*** Opening Information provided ***

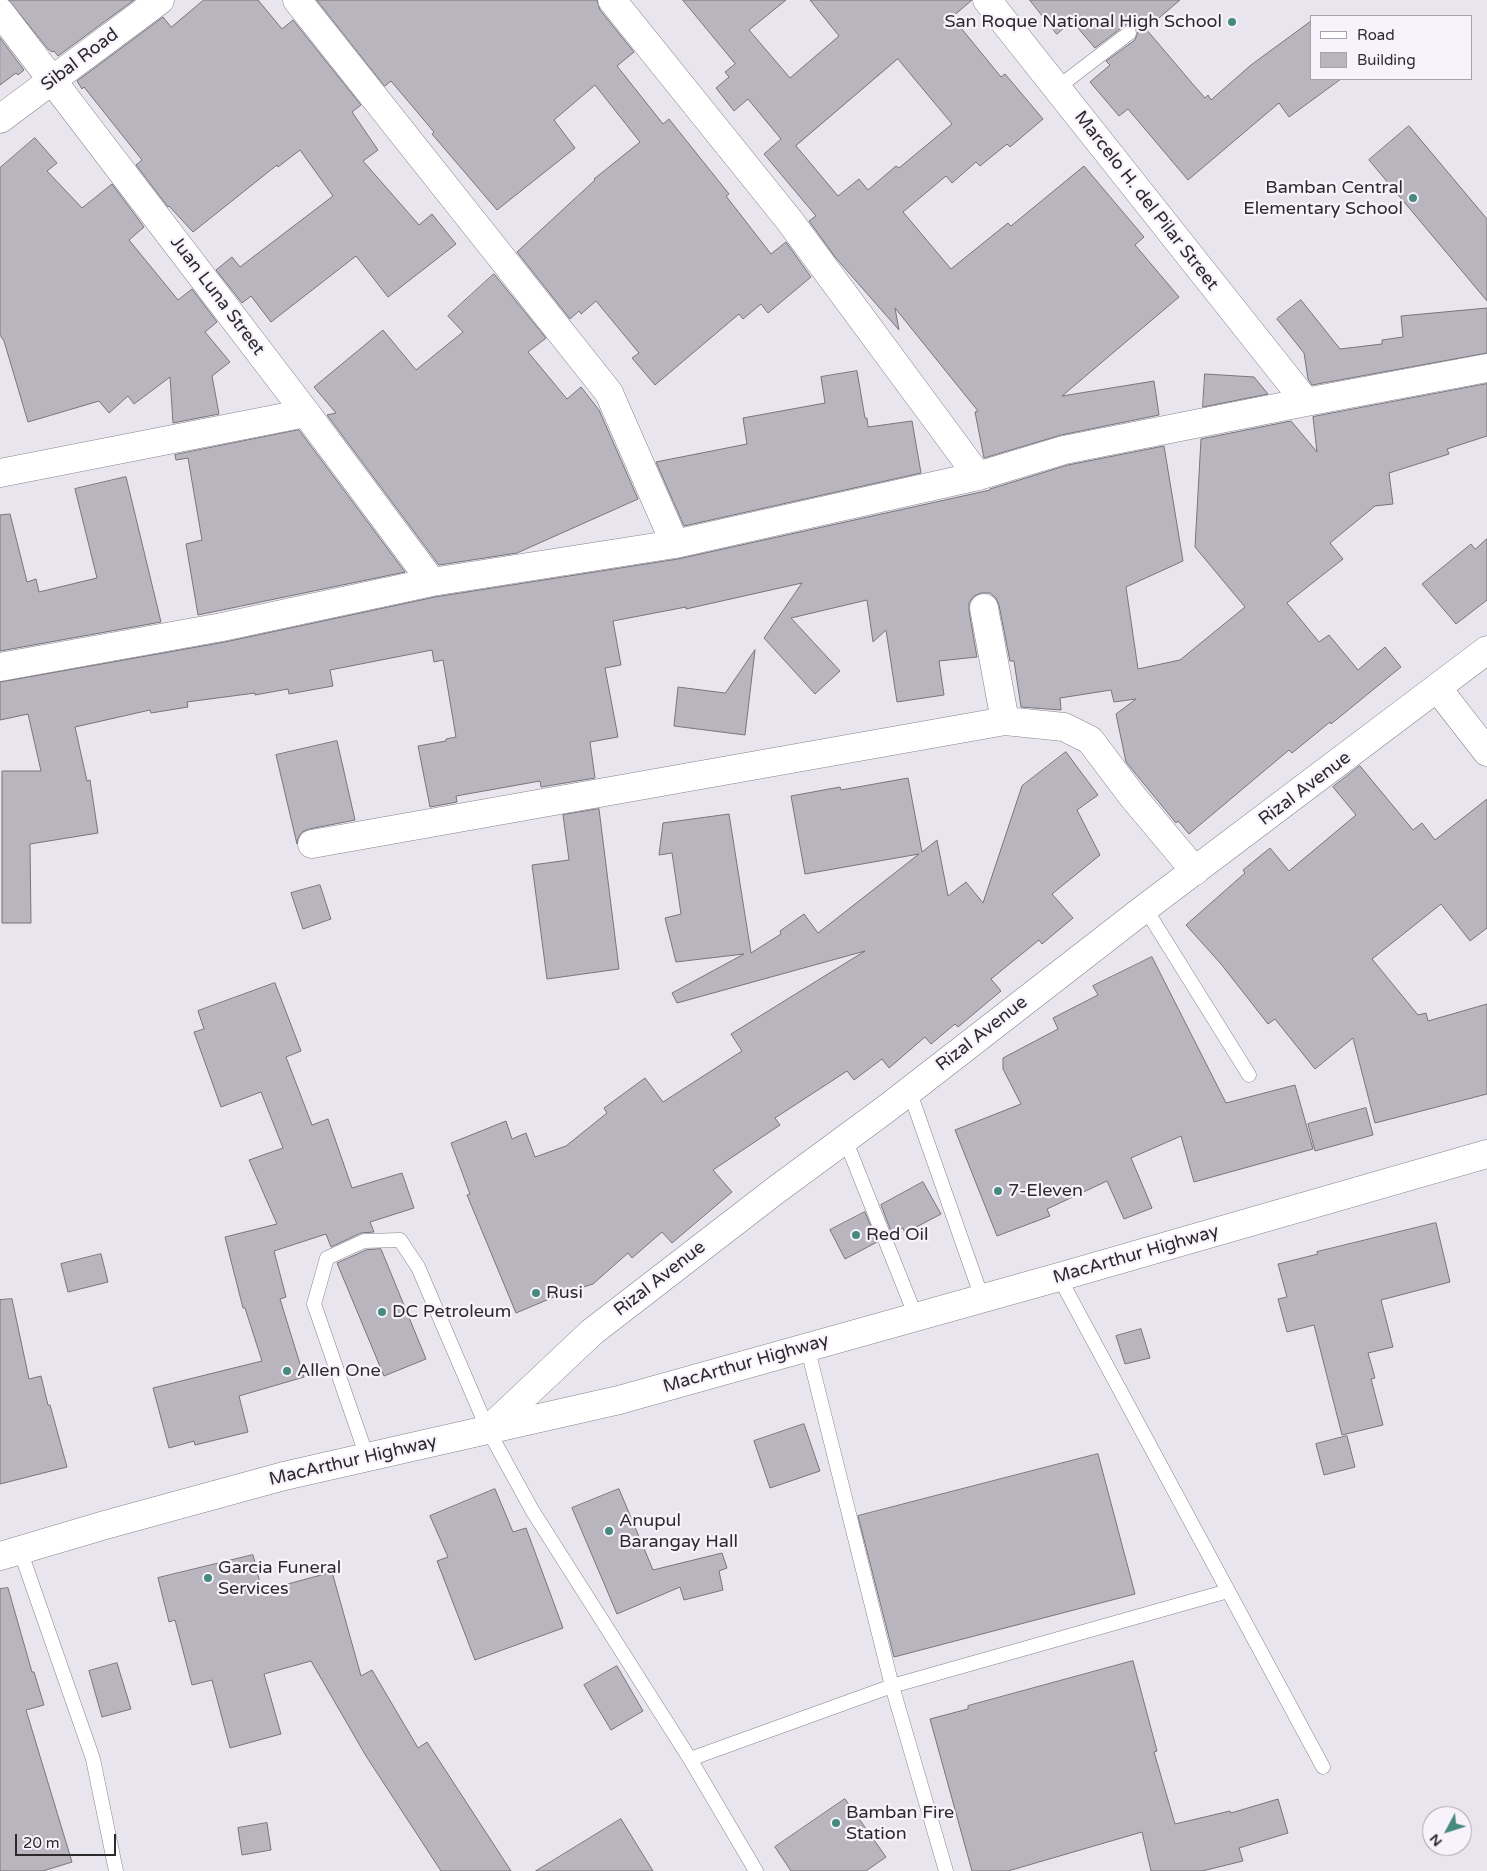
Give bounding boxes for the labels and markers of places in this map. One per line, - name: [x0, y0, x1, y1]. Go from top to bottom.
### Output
- place label: San Roque National High School: [944, 11, 1222, 33]
- marker: San Roque National High School: [1226, 16, 1238, 28]
- place label: Bamban Central Elementary School: [1243, 177, 1403, 220]
- marker: Bamban Central Elementary School: [1407, 192, 1419, 204]
- place label: 7-Eleven: [1008, 1180, 1083, 1202]
- marker: 7-Eleven: [992, 1185, 1004, 1197]
- place label: Red Oil: [866, 1224, 928, 1246]
- marker: Red Oil: [850, 1229, 862, 1241]
- place label: Rusi: [546, 1282, 583, 1304]
- marker: Rusi: [530, 1287, 542, 1299]
- place label: DC Petroleum: [392, 1301, 511, 1323]
- marker: DC Petroleum: [376, 1306, 388, 1318]
- place label: Allen One: [297, 1360, 381, 1382]
- marker: Allen One: [281, 1365, 293, 1377]
- place label: Anupul Barangay Hall: [619, 1510, 738, 1552]
- marker: Anupul Barangay Hall: [603, 1525, 615, 1537]
- place label: Garcia Funeral Services: [218, 1557, 341, 1600]
- marker: Garcia Funeral Services: [202, 1572, 214, 1584]
- place label: Bamban Fire Station: [846, 1802, 954, 1845]
- marker: Bamban Fire Station: [830, 1817, 842, 1829]

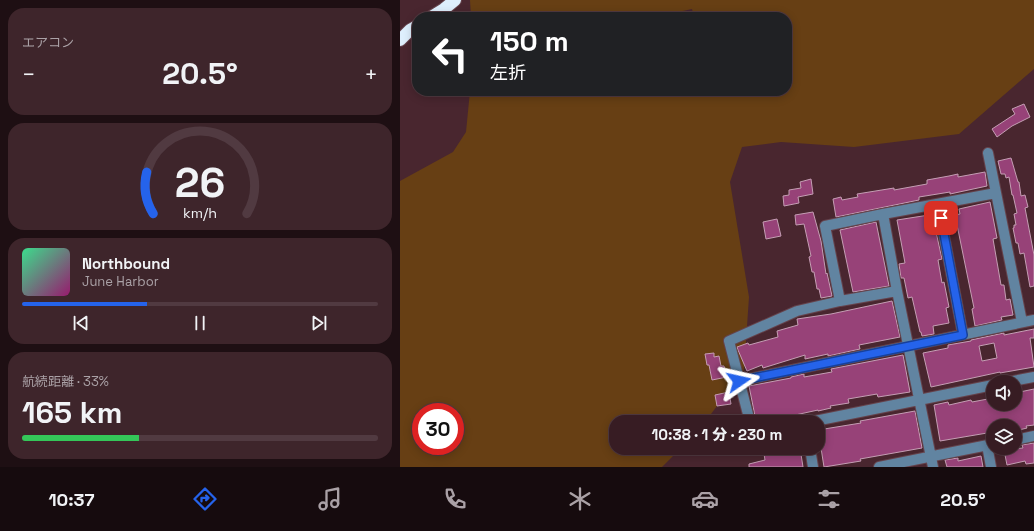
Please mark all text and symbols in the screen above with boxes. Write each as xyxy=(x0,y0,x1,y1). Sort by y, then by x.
text: 150 m xyxy=(490,23,569,59)
icon: left xyxy=(424,28,476,80)
text: エアコン xyxy=(22,34,74,51)
text: 20.5° xyxy=(162,54,238,93)
text: − xyxy=(22,60,36,88)
text: + xyxy=(364,60,378,88)
text: 左折 xyxy=(490,61,526,84)
text: 26 xyxy=(175,156,225,209)
pin xyxy=(924,201,958,235)
text: km/h xyxy=(183,204,217,222)
icon: arrive xyxy=(930,207,952,229)
text: Northbound xyxy=(82,254,170,273)
text: June Harbor xyxy=(82,273,159,290)
icon: previous xyxy=(70,312,92,334)
icon: pause xyxy=(189,312,211,334)
icon: next xyxy=(308,312,330,334)
position arrow xyxy=(718,360,760,402)
text: 航続距離 · 33% xyxy=(22,373,109,390)
map controls xyxy=(986,375,1022,455)
button: sound xyxy=(986,375,1022,411)
text: 165 km xyxy=(22,393,122,432)
speed limit sign: 30 xyxy=(412,403,464,455)
button: layers xyxy=(986,419,1022,455)
text: 10:38 · 1 分 · 230 m xyxy=(652,425,782,444)
icon: directions xyxy=(191,485,219,513)
icon: music xyxy=(316,485,344,513)
icon: phone xyxy=(441,485,469,513)
icon: climate xyxy=(566,485,594,513)
icon: car xyxy=(691,485,719,513)
icon: filters xyxy=(815,485,843,513)
text: 10:37 xyxy=(48,488,95,511)
text: 20.5° xyxy=(940,488,986,511)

*** Closing Information provided ***

Work required —
Retype the listing above exactly as it appears, omitting the pictures.

Answer space —
Give bounding boxes for the labels and markers of places in this map. One per line, - name: [x0, y0, x1, y1]. Go from top to bottom.
### Output
- place label: San Roque National High School: [944, 11, 1222, 33]
- marker: San Roque National High School: [1226, 16, 1238, 28]
- place label: Bamban Central Elementary School: [1243, 177, 1403, 220]
- marker: Bamban Central Elementary School: [1407, 192, 1419, 204]
- place label: 7-Eleven: [1008, 1180, 1083, 1202]
- marker: 7-Eleven: [992, 1185, 1004, 1197]
- place label: Red Oil: [866, 1224, 928, 1246]
- marker: Red Oil: [850, 1229, 862, 1241]
- place label: Rusi: [546, 1282, 583, 1304]
- marker: Rusi: [530, 1287, 542, 1299]
- place label: DC Petroleum: [392, 1301, 511, 1323]
- marker: DC Petroleum: [376, 1306, 388, 1318]
- place label: Allen One: [297, 1360, 381, 1382]
- marker: Allen One: [281, 1365, 293, 1377]
- place label: Anupul Barangay Hall: [619, 1510, 738, 1552]
- marker: Anupul Barangay Hall: [603, 1525, 615, 1537]
- place label: Garcia Funeral Services: [218, 1557, 341, 1600]
- marker: Garcia Funeral Services: [202, 1572, 214, 1584]
- place label: Bamban Fire Station: [846, 1802, 954, 1845]
- marker: Bamban Fire Station: [830, 1817, 842, 1829]

Please mark all text and symbols in the screen above with boxes. Write each as xyxy=(x0,y0,x1,y1). Sort by y, then by x.
text: 150 m xyxy=(490,23,569,59)
icon: left xyxy=(424,28,476,80)
text: エアコン xyxy=(22,34,74,51)
text: 20.5° xyxy=(162,54,238,93)
text: − xyxy=(22,60,36,88)
text: + xyxy=(364,60,378,88)
text: 左折 xyxy=(490,61,526,84)
text: 26 xyxy=(175,156,225,209)
pin xyxy=(924,201,958,235)
text: km/h xyxy=(183,204,217,222)
icon: arrive xyxy=(930,207,952,229)
text: Northbound xyxy=(82,254,170,273)
text: June Harbor xyxy=(82,273,159,290)
icon: previous xyxy=(70,312,92,334)
icon: pause xyxy=(189,312,211,334)
icon: next xyxy=(308,312,330,334)
position arrow xyxy=(718,360,760,402)
text: 航続距離 · 33% xyxy=(22,373,109,390)
map controls xyxy=(986,375,1022,455)
button: sound xyxy=(986,375,1022,411)
text: 165 km xyxy=(22,393,122,432)
speed limit sign: 30 xyxy=(412,403,464,455)
button: layers xyxy=(986,419,1022,455)
text: 10:38 · 1 分 · 230 m xyxy=(652,425,782,444)
icon: directions xyxy=(191,485,219,513)
icon: music xyxy=(316,485,344,513)
icon: phone xyxy=(441,485,469,513)
icon: climate xyxy=(566,485,594,513)
icon: car xyxy=(691,485,719,513)
icon: filters xyxy=(815,485,843,513)
text: 10:37 xyxy=(48,488,95,511)
text: 20.5° xyxy=(940,488,986,511)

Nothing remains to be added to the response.